The Guardian published that the violence faced by Assyrians has led to a drop in their numbers in Iraq from at least 800,000 in 2003 to 400,000 in 2011. The 2009 Catholic Almanac puts the numbers much higher—a drop from 1.5 million mostly Assyrians in Iraq in 2003 to just 500,000 in 2009. Some estimate the updated number of Assyrians in Iraq at just 300,000. The UN High Commission for Refugees estimated in 2007 that one third of 1.8 million Iraqi refugees were Assyrians. A similar percentage of the 1.6 million internally displaced within Iraq in 2007 were likely Assyrians, many of whom had fled Baghdad, Basra, and Mosul to the relatively stable Kurdistan Region.

==Background==

A 1950 CIA report on Iraq showed that Assyrians comprised 4.9% of the Iraqi population during the 1940s.

| Total population | Chaldean Catholic | Syriac Catholic | Syriac Orthodox | Assyrian Church of the East |
| 165,000 | 98,000 | 25,000 | 12,000 | 30,000 |

The report goes on and states 20% of the Assyrians live in Baghdad and 60% in Mosul.
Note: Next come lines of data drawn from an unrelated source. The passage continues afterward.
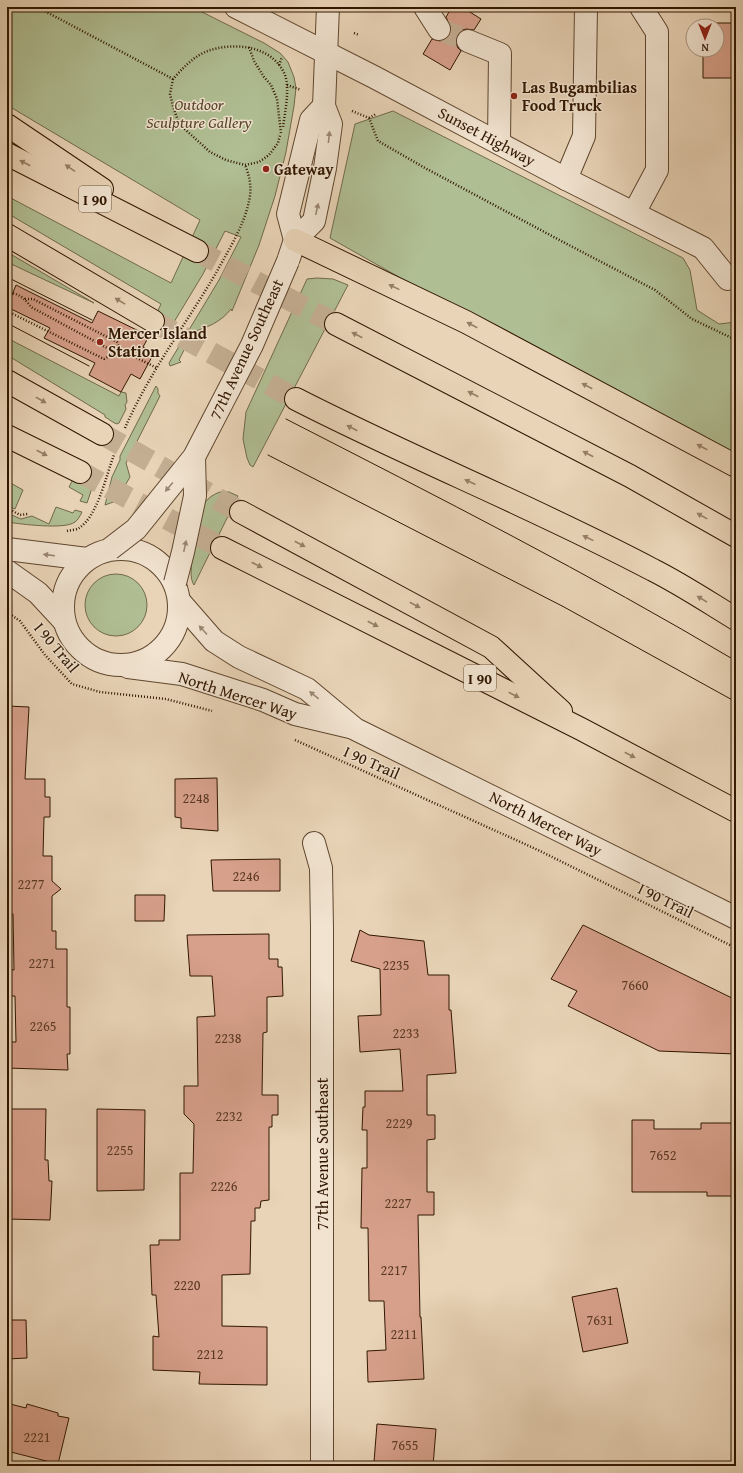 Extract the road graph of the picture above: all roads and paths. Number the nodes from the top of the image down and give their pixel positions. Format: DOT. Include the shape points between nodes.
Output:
graph roads {
  1 [pos="36,7"];
  2 [pos="236,7"];
  3 [pos="328,7"];
  4 [pos="424,7"];
  5 [pos="586,7"];
  6 [pos="641,7"];
  7 [pos="438,29"];
  8 [pos="354,33"];
  9 [pos="359,35"];
  10 [pos="468,41"];
  11 [pos="249,47"];
  12 [pos="327,52"];
  13 [pos="282,57"];
  14 [pos="279,65"];
  15 [pos="173,79"];
  16 [pos="287,85"];
  17 [pos="296,88"];
  18 [pos="376,114"];
  19 [pos="365,117"];
  20 [pos="369,118"];
  21 [pos="7,125"];
  22 [pos="281,133"];
  23 [pos="500,142"];
  24 [pos="7,154"];
  25 [pos="246,166"];
  26 [pos="566,179"];
  27 [pos="634,213"];
  28 [pos="7,235"];
  29 [pos="295,240"];
  30 [pos="728,279"];
  31 [pos="7,293"];
  32 [pos="25,299"];
  33 [pos="7,311"];
  34 [pos="153,321"];
  35 [pos="336,324"];
  36 [pos="736,340"];
  37 [pos="121,350"];
  38 [pos="157,368"];
  39 [pos="7,381"];
  40 [pos="296,399"];
  41 [pos="125,428"];
  42 [pos="7,436"];
  43 [pos="109,442"];
  44 [pos="194,457"];
  45 [pos="736,466"];
  46 [pos="80,472"];
  47 [pos="7,508"];
  48 [pos="242,512"];
  49 [pos="28,514"];
  50 [pos="64,531"];
  51 [pos="736,536"];
  52 [pos="222,548"];
  53 [pos="7,549"];
  54 [pos="110,549"];
  55 [pos="88,559"];
  56 [pos="7,571"];
  57 [pos="178,593"];
  58 [pos="7,612"];
  59 [pos="736,619"];
  60 [pos="64,621"];
  61 [pos="119,666"];
  62 [pos="219,713"];
  63 [pos="355,729"];
  64 [pos="581,729"];
  65 [pos="292,739"];
  66 [pos="736,811"];
  67 [pos="314,843"];
  68 [pos="736,918"];
  69 [pos="736,948"];
  70 [pos="322,1466"];
  1 -- 15 [label="path"];
  2 -- 12 [label="street, Sunset Highway"];
  3 -- 12 [label="street"];
  4 -- 7 [label="street"];
  5 -- 26 [label="street" via="584,136"];
  6 -- 27 [label="street" via="658,32 658,170"];
  8 -- 9 [label="path"];
  10 -- 23 [label="street" via="500,54"];
  11 -- 14 [label="path" via="265,54"];
  11 -- 15 [label="path" via="227,47 205,52 188,62"];
  11 -- 22 [label="path" via="254,61 271,85 276,99"];
  12 -- 23 [label="street, Sunset Highway"];
  12 -- 29 [label="street" via="324,106 311,120 288,214"];
  13 -- 14 [label="path"];
  14 -- 16 [label="path"];
  15 -- 25 [label="path" via="170,94 179,124 210,152"];
  16 -- 17 [label="path"];
  16 -- 22 [label="path"];
  18 -- 20 [label="path"];
  19 -- 20 [label="path"];
  20 -- 36 [label="path" via="378,141 655,290 692,319"];
  21 -- 24 [label="highway, I 90" via="191,248"];
  22 -- 25 [label="path" via="278,143 269,155 259,162"];
  23 -- 26 [label="street, Sunset Highway"];
  25 -- 38 [label="path" via="250,178 250,191 242,223 203,294"];
  26 -- 27 [label="street, Sunset Highway"];
  27 -- 30 [label="street, Sunset Highway" via="703,248"];
  34 -- 28 [label="highway, one-way"];
  29 -- 44 [label="street, 77th Avenue Southeast, bridge" via="252,345"];
  45 -- 29 [label="highway, one-way" via="466,322"];
  31 -- 32 [label="path" via="13,292"];
  32 -- 37 [label="path" via="30,307 105,347"];
  32 -- 37 [label="path" via="33,299 117,342"];
  33 -- 37 [label="path" via="104,359"];
  51 -- 35 [label="highway, one-way" via="624,472"];
  37 -- 38 [label="path"];
  38 -- 41 [label="path"];
  39 -- 43 [label="highway, one-way"];
  59 -- 40 [label="highway, one-way" via="654,570 513,501 359,432"];
  42 -- 46 [label="highway, one-way"];
  43 -- 50 [label="path" via="97,503 89,518 78,529"];
  44 -- 54 [label="street, 77th Avenue Southeast, one-way, bridge" via="136,529"];
  57 -- 44 [label="street, 77th Avenue Southeast, one-way, bridge" via="183,552 195,496"];
  47 -- 49 [label="path" via="20,515"];
  48 -- 64 [label="highway, one-way" via="492,646"];
  52 -- 64 [label="highway, I 90, one-way"];
  55 -- 53 [label="street, one-way"];
  54 -- 55 [label="street"];
  54 -- 57 [label="street" via="130,548 149,555 164,567"];
  55 -- 60 [label="street" via="77,567 67,583 62,602"];
  56 -- 60 [label="street" via="38,593"];
  57 -- 61 [label="street" via="178,622 170,640 156,654 138,663"];
  63 -- 57 [label="street, North Mercer Way, one-way" via="307,690 239,658 214,642"];
  58 -- 62 [label="path, I 90 Trail" via="20,621 72,684 100,692 166,699"];
  60 -- 61 [label="street" via="71,638 84,652 100,662"];
  61 -- 63 [label="street, North Mercer Way" via="182,674 263,700 295,714"];
  63 -- 68 [label="street, North Mercer Way"];
  64 -- 66 [label="highway, I 90, one-way"];
  65 -- 69 [label="path, I 90 Trail" via="538,850"];
  67 -- 70 [label="street, 77th Avenue Southeast" via="321,868 322,928"];
} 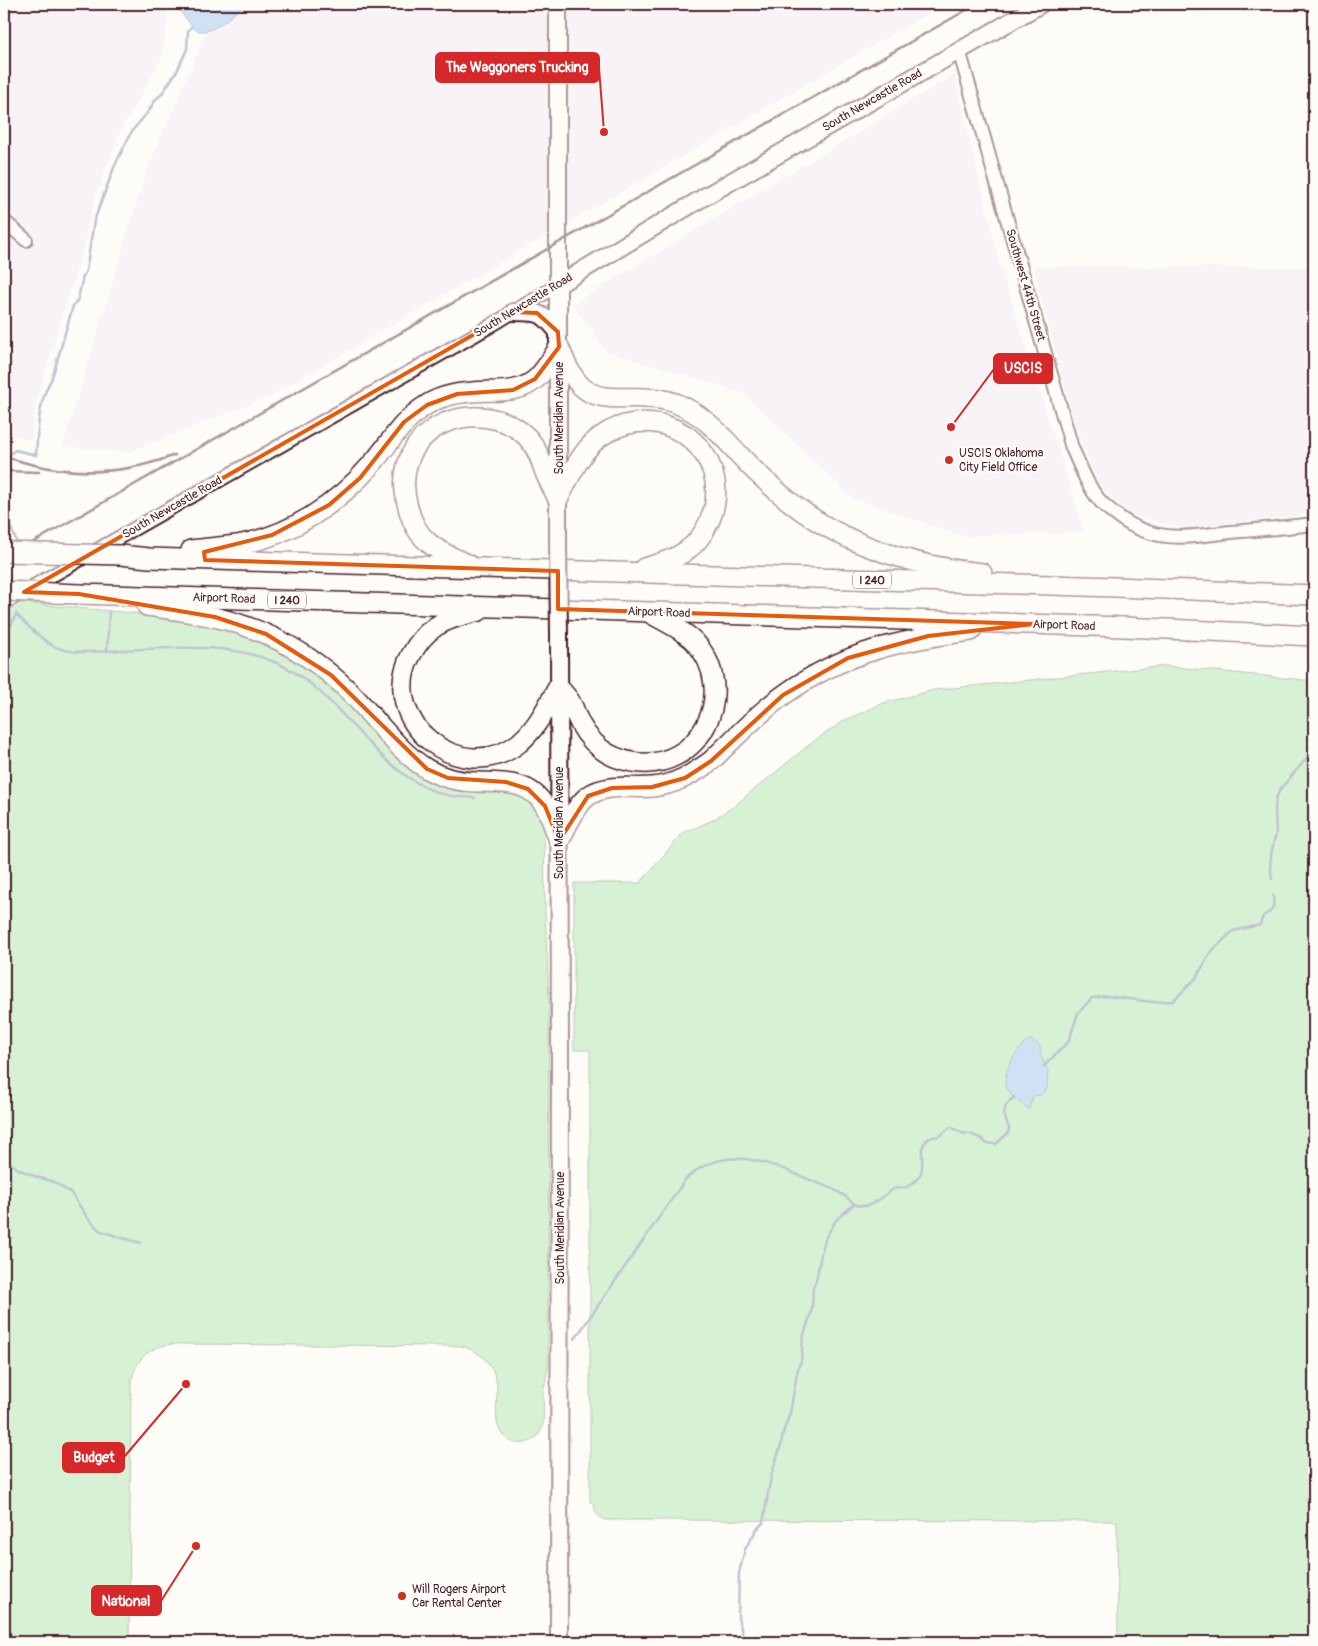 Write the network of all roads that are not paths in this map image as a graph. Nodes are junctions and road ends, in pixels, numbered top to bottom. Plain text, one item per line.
1 (558, 4) edge
2 (1041, 4) edge
3 (959, 50) junction
4 (4, 220) edge
5 (26, 240) dead end
6 (558, 285) junction
7 (513, 312) junction
8 (558, 339) junction
9 (558, 499) junction
10 (1314, 524) edge
11 (4, 552) edge
12 (151, 556) junction
13 (477, 568) junction
14 (628, 573) junction
15 (1115, 588) junction
16 (4, 591) edge
17 (79, 594) junction
18 (1314, 595) edge
19 (4, 603) edge
20 (494, 607) junction
21 (646, 612) junction
22 (1034, 624) junction
23 (1314, 636) edge
24 (558, 687) junction
25 (559, 841) junction
26 (559, 1642) edge

1 - 6 main road, South Meridian Avenue
2 - 3 main road, South Newcastle Road
3 - 6 main road, South Newcastle Road
3 - 10 street, Southwest 44th Street
4 - 5 street
6 - 7 street, South Newcastle Road
6 - 8 main road, South Meridian Avenue
7 - 8 main road
7 - 19 street, South Newcastle Road
8 - 9 main road, South Meridian Avenue
8 - 12 highway
8 - 15 highway
9 - 13 highway
9 - 14 highway
9 - 24 main road, South Meridian Avenue, bridge
11 - 12 highway, I 240, bridge
12 - 13 highway, I 240
13 - 14 highway, I 240
14 - 15 highway, I 240
15 - 18 highway, I 240
16 - 17 highway, Airport Road / I 240, bridge
17 - 20 highway, Airport Road / I 240
17 - 25 highway
20 - 21 highway, Airport Road / I 240
20 - 24 highway
21 - 22 highway, Airport Road / I 240
21 - 24 highway
22 - 23 highway, Airport Road / I 240
22 - 25 highway
24 - 25 main road, South Meridian Avenue
25 - 26 main road, South Meridian Avenue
The Iraqi Minorities Council and the Minority Rights Group International estimated that Iraq's pre-war Assyrian population was 800,000.

==Timeline==
===During Iraq War (2003–2011)===
Assyrians in post-Ba'athist Iraq have faced high rate of persecution by fundamentalist Sunnis since the beginning of the Iraq War. By early August 2004 this persecution included church bombings, and fundamentalist groups' enforcement of Muslim codes of behavior upon Christians, e.g., banning alcohol, forcing women to wear hijab. The violence against the community has led to the exodus of perhaps as much as half of the community. While Assyrians only made just over 5% of the total Iraqi population before the war, according to the United Nations, Assyrians are over-represented among the Iraqi refugees (as much as 13%) who are stranded in Syria, Jordan, Lebanon, and Turkey.

===During Iraqi insurgency (2011–2017)===

By 2011, a large number of Assyrians had found refuge in their villages in Nineveh Plains and the Kurdistan Region. This led some Assyrians and Iraqi and foreign politicians to call for an Assyrian autonomous region in those areas.

Starting from 2013, however, the rise of the Islamic State of Iraq and the Levant led to ethnic cleansing of the Assyrian people, including Assyrian refugees, in Iraq and Syria. This intensified following their Northern Iraq offensive in mid 2014. Most of the land that ISIS conquered in Northern Iraq was part of the Nineveh Plains, which had been the only area left in Iraq that was safe for the Assyrians. By August 2014, the Christian population of the Nineveh Plains was reduced by 60%, and almost all of the main population centers of the region were lost to ISIS.